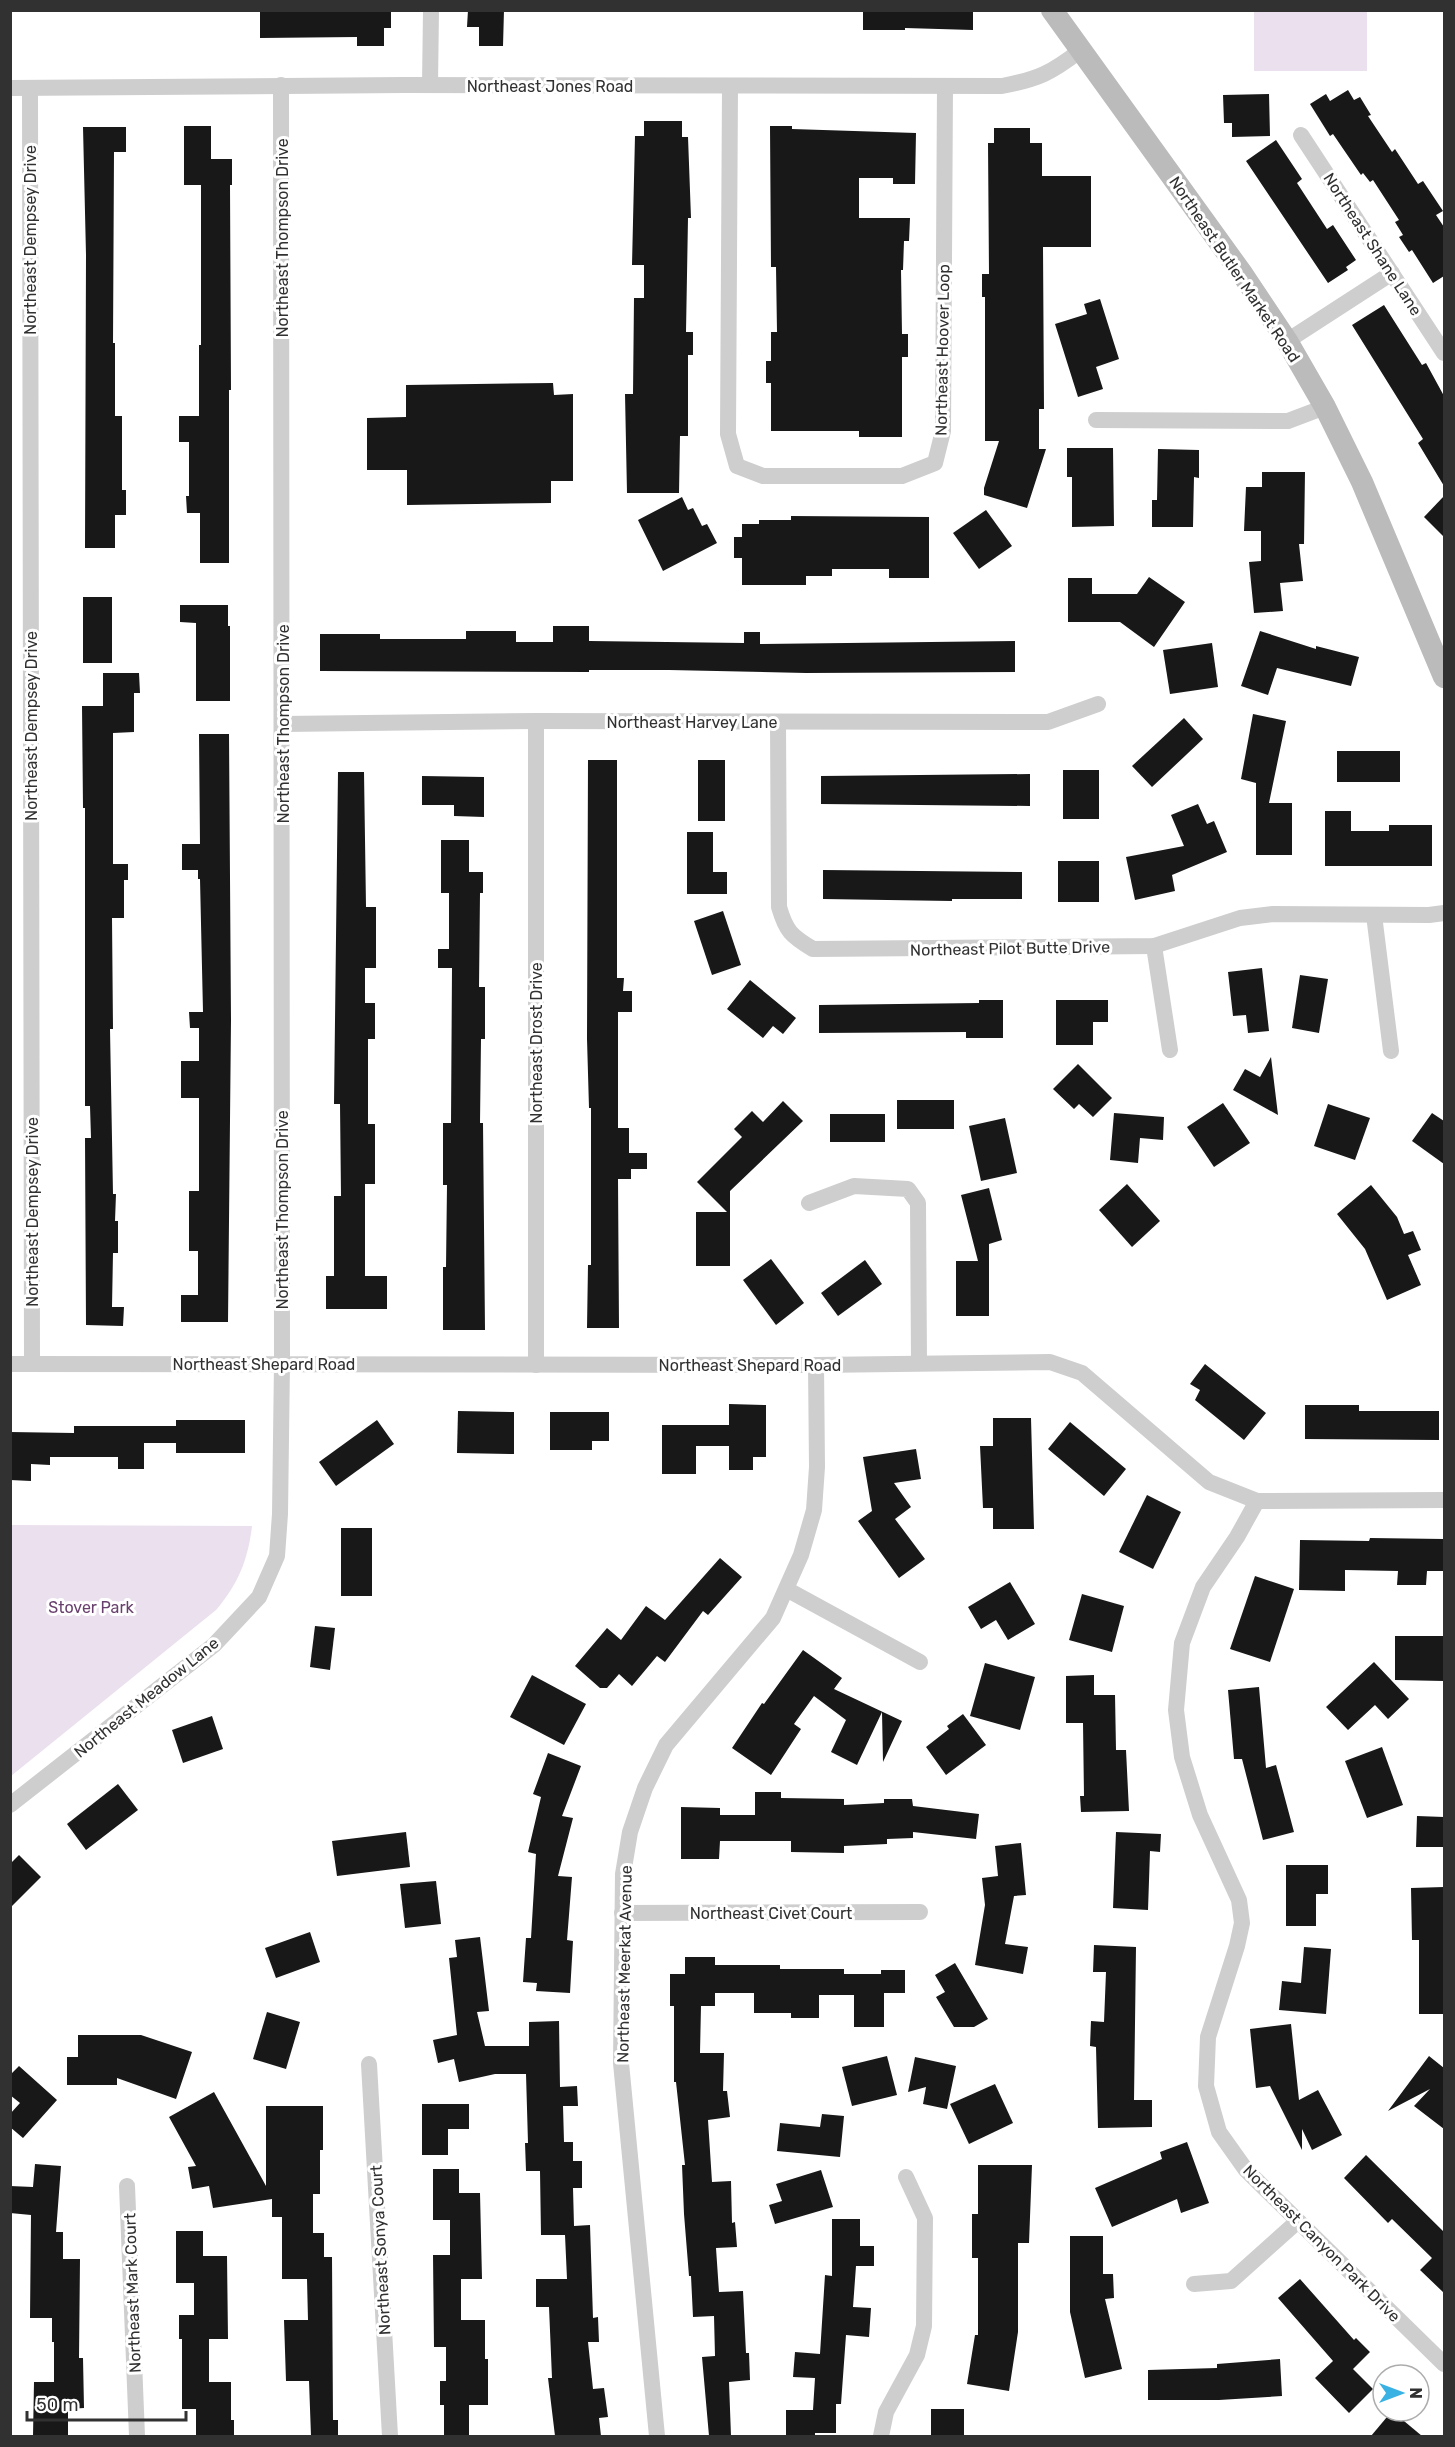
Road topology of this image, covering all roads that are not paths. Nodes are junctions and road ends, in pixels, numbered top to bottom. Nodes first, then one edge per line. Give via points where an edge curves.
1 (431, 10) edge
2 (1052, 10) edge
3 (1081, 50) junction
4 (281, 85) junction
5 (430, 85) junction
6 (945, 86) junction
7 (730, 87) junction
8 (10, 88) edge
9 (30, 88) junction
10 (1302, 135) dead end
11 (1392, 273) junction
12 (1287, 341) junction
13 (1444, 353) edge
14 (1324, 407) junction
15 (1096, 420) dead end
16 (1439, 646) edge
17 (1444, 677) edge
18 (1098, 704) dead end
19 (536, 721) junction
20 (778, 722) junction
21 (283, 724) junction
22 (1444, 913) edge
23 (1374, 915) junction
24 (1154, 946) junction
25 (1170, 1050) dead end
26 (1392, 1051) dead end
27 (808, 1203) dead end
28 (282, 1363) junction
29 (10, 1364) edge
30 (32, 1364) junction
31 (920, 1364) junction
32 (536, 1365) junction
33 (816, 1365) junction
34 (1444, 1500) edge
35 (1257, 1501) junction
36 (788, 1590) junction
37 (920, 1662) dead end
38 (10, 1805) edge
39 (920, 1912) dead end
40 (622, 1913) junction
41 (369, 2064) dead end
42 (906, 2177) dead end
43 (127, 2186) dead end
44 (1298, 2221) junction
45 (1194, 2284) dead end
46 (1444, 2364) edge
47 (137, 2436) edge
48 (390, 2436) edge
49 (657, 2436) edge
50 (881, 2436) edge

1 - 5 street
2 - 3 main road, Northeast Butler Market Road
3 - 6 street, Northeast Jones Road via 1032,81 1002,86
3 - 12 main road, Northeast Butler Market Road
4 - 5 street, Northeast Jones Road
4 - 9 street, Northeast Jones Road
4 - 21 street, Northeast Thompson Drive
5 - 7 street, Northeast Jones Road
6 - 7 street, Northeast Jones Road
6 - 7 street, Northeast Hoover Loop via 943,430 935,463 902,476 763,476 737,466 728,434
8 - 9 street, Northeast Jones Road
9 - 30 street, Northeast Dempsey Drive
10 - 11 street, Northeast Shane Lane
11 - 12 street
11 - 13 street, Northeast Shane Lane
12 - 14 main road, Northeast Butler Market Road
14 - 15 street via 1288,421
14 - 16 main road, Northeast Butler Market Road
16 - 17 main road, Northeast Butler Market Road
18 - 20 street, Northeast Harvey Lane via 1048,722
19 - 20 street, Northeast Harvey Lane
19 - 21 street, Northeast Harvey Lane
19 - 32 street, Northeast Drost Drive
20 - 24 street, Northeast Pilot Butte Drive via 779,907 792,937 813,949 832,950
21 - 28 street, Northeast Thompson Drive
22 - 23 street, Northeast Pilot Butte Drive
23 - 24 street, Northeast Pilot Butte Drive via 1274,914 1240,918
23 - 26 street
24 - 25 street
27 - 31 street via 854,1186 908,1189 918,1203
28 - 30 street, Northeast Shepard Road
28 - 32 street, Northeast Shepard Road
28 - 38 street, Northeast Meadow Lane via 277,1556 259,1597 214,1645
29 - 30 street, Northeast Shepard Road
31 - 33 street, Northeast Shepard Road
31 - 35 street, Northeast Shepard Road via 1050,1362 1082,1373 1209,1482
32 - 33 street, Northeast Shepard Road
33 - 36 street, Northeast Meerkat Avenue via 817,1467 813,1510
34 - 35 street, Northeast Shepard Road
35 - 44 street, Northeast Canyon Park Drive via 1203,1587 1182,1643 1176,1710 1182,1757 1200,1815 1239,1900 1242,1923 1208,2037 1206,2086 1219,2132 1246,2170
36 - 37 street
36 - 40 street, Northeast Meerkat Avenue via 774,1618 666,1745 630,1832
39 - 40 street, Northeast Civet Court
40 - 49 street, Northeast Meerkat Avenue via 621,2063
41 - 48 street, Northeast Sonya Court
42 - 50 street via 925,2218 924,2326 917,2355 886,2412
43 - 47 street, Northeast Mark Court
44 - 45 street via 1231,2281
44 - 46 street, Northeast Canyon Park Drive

..............................

» **Action item**
Which lines of the data contain the string "dead"? Copy each one.

» **Answer box**
10 (1302, 135) dead end
15 (1096, 420) dead end
18 (1098, 704) dead end
25 (1170, 1050) dead end
26 (1392, 1051) dead end
27 (808, 1203) dead end
37 (920, 1662) dead end
39 (920, 1912) dead end
41 (369, 2064) dead end
42 (906, 2177) dead end
43 (127, 2186) dead end
45 (1194, 2284) dead end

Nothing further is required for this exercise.